**Exercise brief:** Find and copy each line in the material below where the string "dead" occurs.

** Entries provided follows **

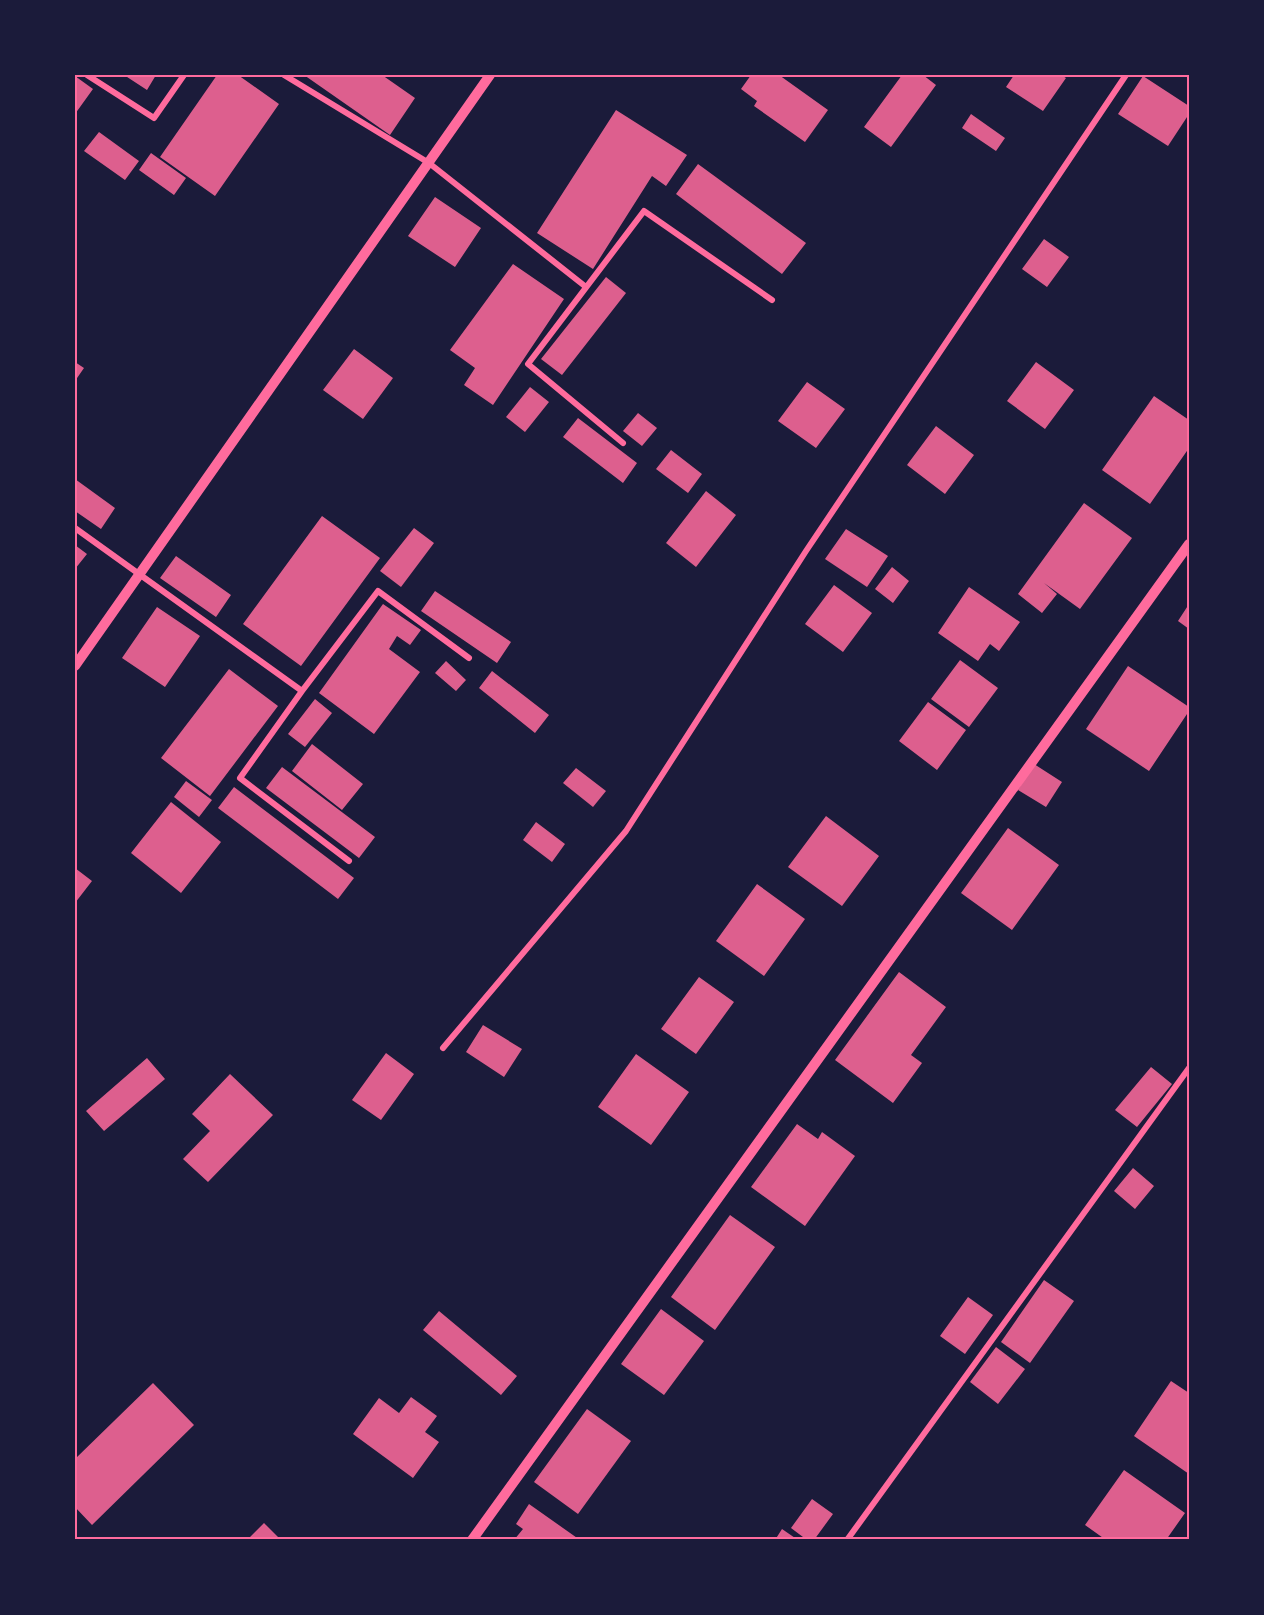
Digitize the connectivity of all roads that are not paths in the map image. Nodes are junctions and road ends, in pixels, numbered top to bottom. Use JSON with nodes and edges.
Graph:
{"nodes":[{"id":1,"x":87,"y":75,"type":"edge"},
{"id":2,"x":184,"y":75,"type":"edge"},
{"id":3,"x":284,"y":75,"type":"edge"},
{"id":4,"x":490,"y":75,"type":"edge"},
{"id":5,"x":1126,"y":75,"type":"edge"},
{"id":6,"x":429,"y":163,"type":"junction"},
{"id":7,"x":586,"y":287,"type":"junction"},
{"id":8,"x":772,"y":300,"type":"dead end"},
{"id":9,"x":623,"y":443,"type":"dead end"},
{"id":10,"x":75,"y":528,"type":"edge"},
{"id":11,"x":1189,"y":544,"type":"edge"},
{"id":12,"x":140,"y":573,"type":"junction"},
{"id":13,"x":469,"y":658,"type":"dead end"},
{"id":14,"x":75,"y":666,"type":"edge"},
{"id":15,"x":302,"y":691,"type":"junction"},
{"id":16,"x":349,"y":861,"type":"dead end"},
{"id":17,"x":443,"y":1048,"type":"dead end"},
{"id":18,"x":1189,"y":1068,"type":"edge"},
{"id":19,"x":472,"y":1540,"type":"edge"},
{"id":20,"x":847,"y":1540,"type":"edge"}],
"edges":[{"from":1,"to":2,"type":"street"},
{"from":3,"to":6,"type":"street"},
{"from":4,"to":6,"type":"street"},
{"from":5,"to":17,"type":"street"},
{"from":6,"to":7,"type":"street"},
{"from":6,"to":12,"type":"street"},
{"from":7,"to":8,"type":"street"},
{"from":7,"to":9,"type":"street"},
{"from":10,"to":12,"type":"street"},
{"from":11,"to":19,"type":"street"},
{"from":12,"to":14,"type":"street"},
{"from":12,"to":15,"type":"street"},
{"from":13,"to":15,"type":"street"},
{"from":15,"to":16,"type":"street"},
{"from":18,"to":20,"type":"street"}]}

** End of Entries provided **

**Solution for this exercise:**
{"id":8,"x":772,"y":300,"type":"dead end"},
{"id":9,"x":623,"y":443,"type":"dead end"},
{"id":13,"x":469,"y":658,"type":"dead end"},
{"id":16,"x":349,"y":861,"type":"dead end"},
{"id":17,"x":443,"y":1048,"type":"dead end"},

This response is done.